Models of Contract Law III
Coherence based reasoning and models of contract law
In research conducted by Natalie Close under the supervision of Ted Wright and Andrew Heathcote (School of Psychology), near-graduation law students who had completed Contracts were asked to rate, at 4 stages in the decision-making process, the importance of facts assigned to 3 categories differentiated by degree of relevance, using one of two law models: Australian case law (detailed rules) and the ACC (broad principles). The MCL3 materials were based on the Models of Contract Law I materials.
An important result was the replication of the Models of Contract Law I materials data on consensus among decision-makers who were more fully-trained. Decision-makers using the ACC agreed with each other significantly more often than users of the common law, especially in easier cases.
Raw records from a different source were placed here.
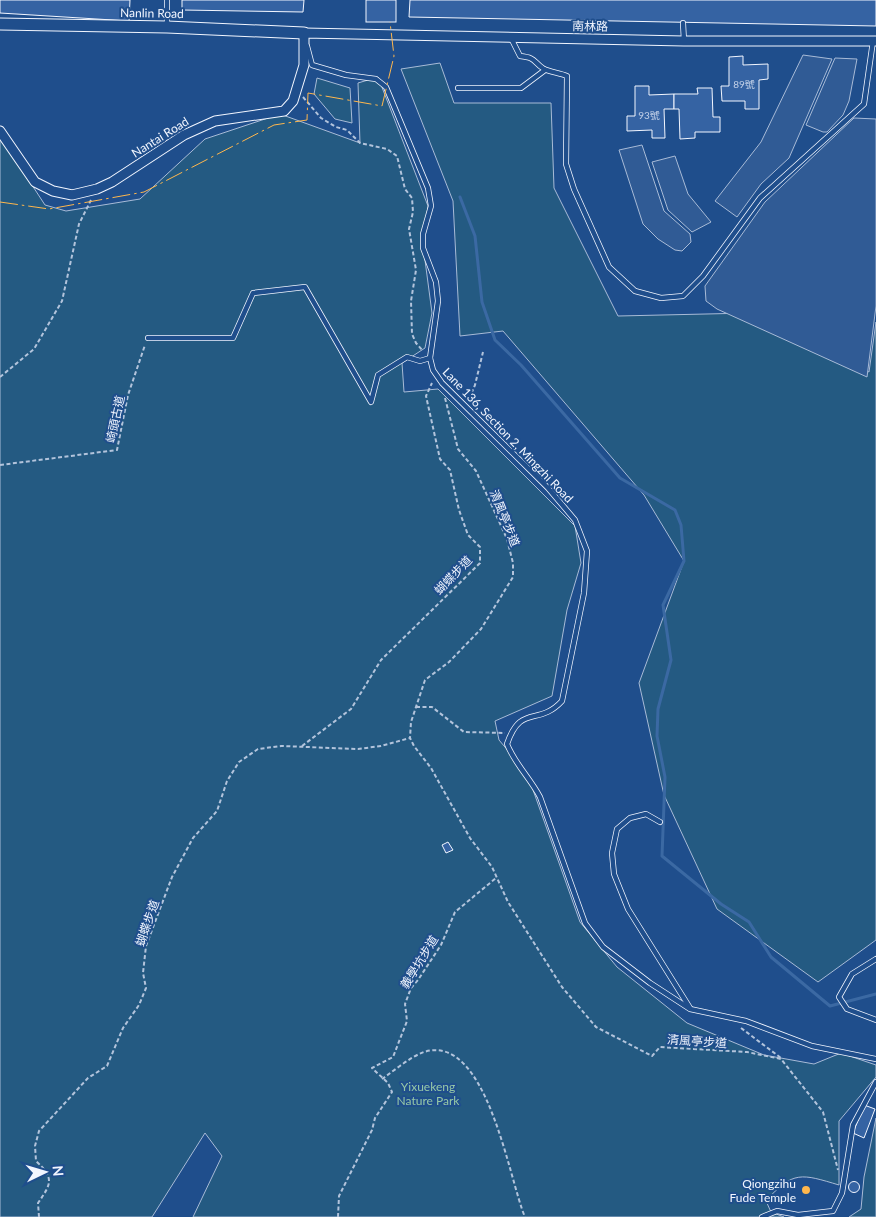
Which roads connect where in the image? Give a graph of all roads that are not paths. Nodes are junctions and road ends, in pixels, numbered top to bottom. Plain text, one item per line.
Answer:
1 (167, 0) edge
2 (683, 23) dead end
3 (0, 24) edge
4 (167, 27) junction
5 (304, 33) junction
6 (511, 38) junction
7 (684, 41) junction
8 (874, 41) edge
9 (545, 70) junction
10 (458, 88) dead end
11 (0, 131) edge
12 (148, 338) road end
13 (428, 359) junction
14 (660, 822) dead end
15 (876, 959) edge
16 (690, 1009) junction
17 (876, 1020) edge
18 (876, 1059) edge
19 (876, 1082) edge
20 (762, 1217) edge

1 - 4 lane
2 - 7 lane
3 - 4 street, Nanlin Road
4 - 5 street, Nanlin Road
5 - 6 street, 南林路
5 - 11 street, Nantai Road
5 - 13 lane, Lane 136, Section 2, Mingzhi Road
6 - 7 street, 南林路
6 - 9 lane
7 - 8 street, 南林路
8 - 9 lane
9 - 10 lane
12 - 13 lane
13 - 16 lane, Lane 136, Section 2, Mingzhi Road
14 - 16 lane
15 - 17 lane
16 - 18 lane
19 - 20 lane

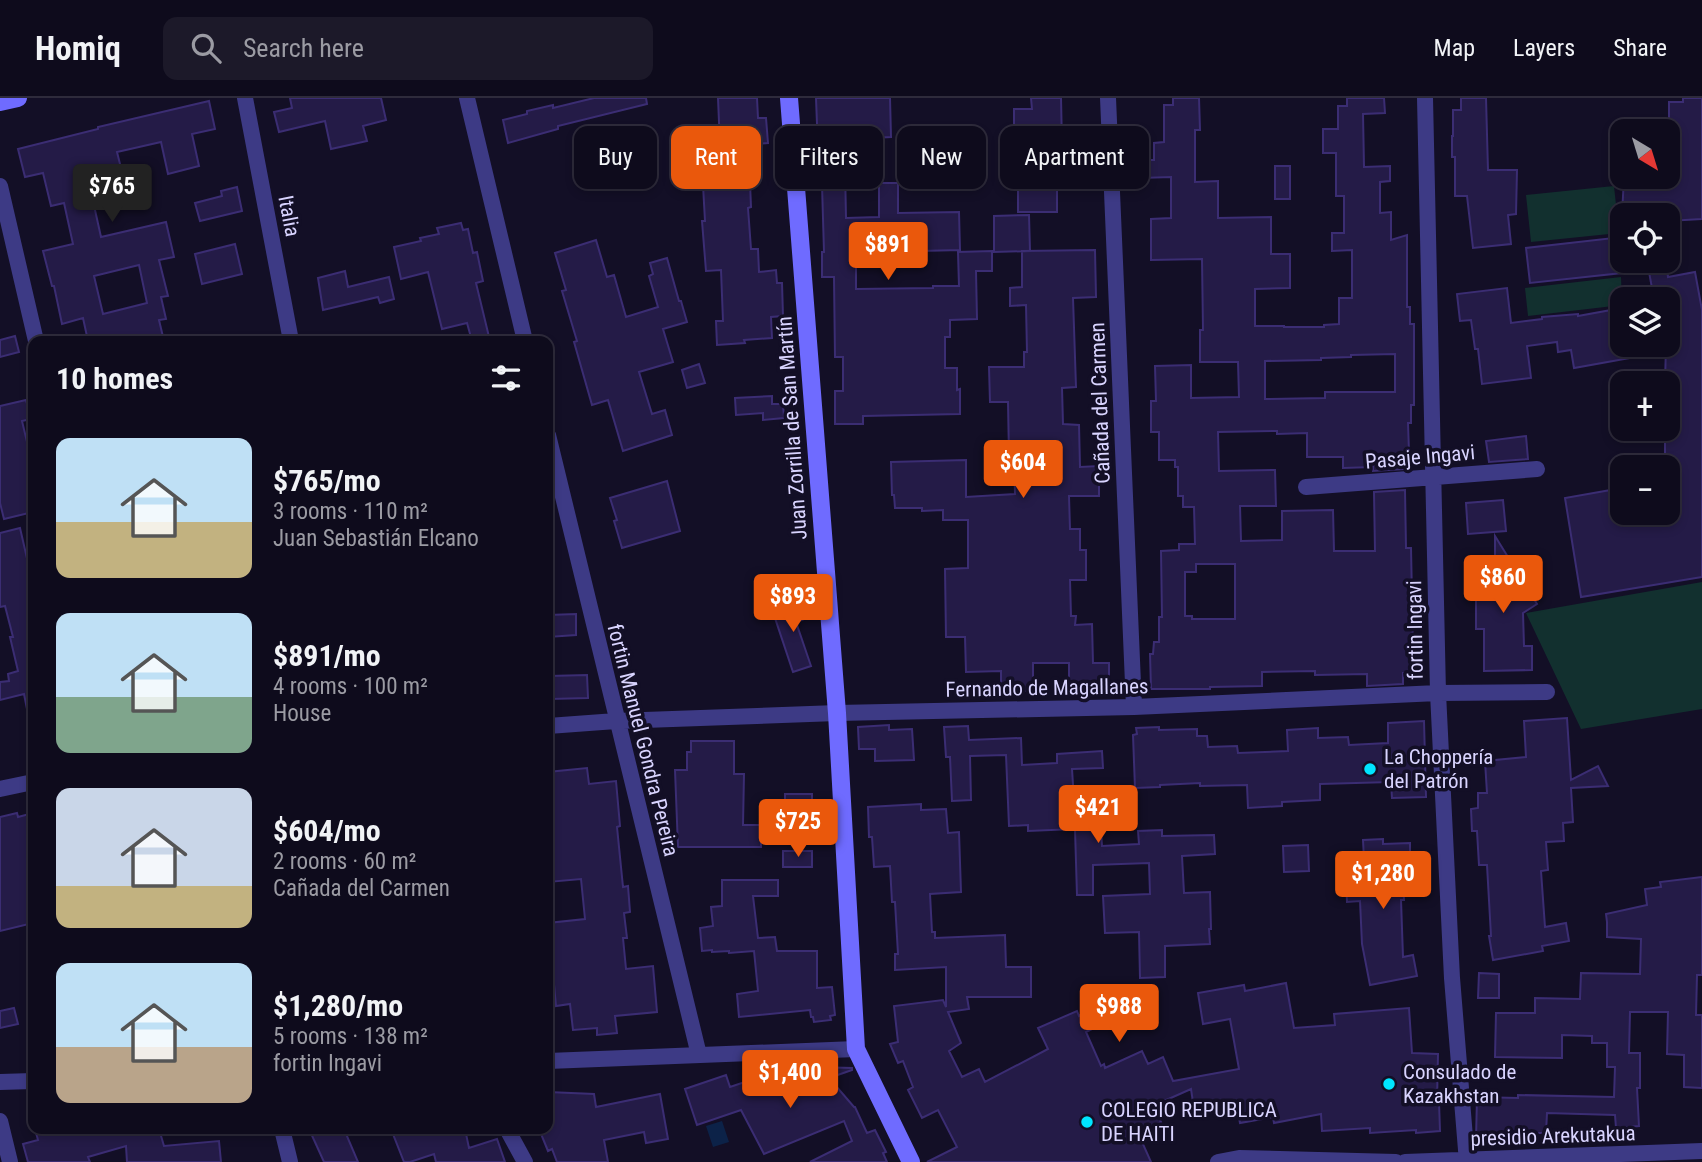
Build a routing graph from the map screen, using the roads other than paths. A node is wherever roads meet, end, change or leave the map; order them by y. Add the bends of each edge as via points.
1 (18, 98) edge
2 (245, 98) edge
3 (467, 98) edge
4 (789, 98) edge
5 (1108, 98) edge
6 (1425, 98) edge
7 (0, 103) edge
8 (0, 186) edge
9 (35, 336) edge
10 (290, 336) edge
11 (524, 336) edge
12 (553, 456) edge
13 (1537, 469) dead end
14 (1433, 477) junction
15 (1306, 487) dead end
16 (1547, 692) dead end
17 (1438, 693) junction
18 (1134, 707) junction
19 (837, 713) junction
20 (616, 721) junction
21 (553, 726) edge
22 (28, 783) edge
23 (0, 789) edge
24 (856, 1049) junction
25 (699, 1055) junction
26 (553, 1061) edge
27 (28, 1081) edge
28 (0, 1082) edge
29 (0, 1121) edge
30 (283, 1134) edge
31 (510, 1134) edge
32 (1702, 1151) edge
33 (1467, 1161) edge
34 (10, 1162) edge
35 (290, 1162) edge
36 (525, 1162) edge
37 (911, 1162) edge
38 (1218, 1162) edge
39 (1396, 1162) edge
40 (1405, 1162) edge

1 - 7 street
2 - 10 street, Italia
3 - 11 street
4 - 19 street, Juan Zorrilla de San Martín
5 - 18 street, Cañada del Carmen
6 - 14 street, fortin Ingavi
8 - 9 street
12 - 20 street, fortin Manuel Gondra Pereira
13 - 14 street, Pasaje Ingavi
14 - 15 street, Pasaje Ingavi
14 - 17 street, fortin Ingavi
16 - 17 street, Fernando de Magallanes
17 - 18 street, Fernando de Magallanes
17 - 33 street, fortin Ingavi via 1452,978
18 - 19 street, Fernando de Magallanes
19 - 20 street, Fernando de Magallanes
19 - 24 street, Juan Zorrilla de San Martín
20 - 21 street, Fernando de Magallanes
20 - 25 street, fortin Manuel Gondra Pereira
22 - 23 street
24 - 25 street
24 - 37 street, Juan Zorrilla de San Martín
25 - 26 street
27 - 28 street
29 - 34 street
30 - 35 street
31 - 36 street
32 - 33 street, presidio Arekutakua
33 - 40 street, presidio Arekutakua
38 - 39 street via 1239,1158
Another significant result related to the effect of law model on rankings of the importance of the three categories of facts: 'detailed rule facts', 'broad principle facts' and 'glue facts' (essential to the narrative but without legal significance). There were highly significant interactions between fact category and time, and between fact category, time and law model. These interactions were due to: a) increasing ratings over time for detailed rule facts; b) decreasing ratings over time for glue facts; c) a marginally significant interaction between the effects of time and law model on the ranking of broad principle facts, in the form of an increase over time by users of broad principles and a decrease over time for by users of detailed rules.
Heathcote and Close have since developed a constraint satisfaction network model along lines suggested by Simon (1998) and Thagard (2004), and have used it to simulate these results. This indicates that the greater utility of broad principles may be explained by the cognitive processes involved in legal decision making.
A paper reporting these results is available here: Coherence based reasoning and models of contract law. It will be presented at the Annual Conference of the Cognitive Science Society in Amsterdam, 30 July - 1 August, 2009.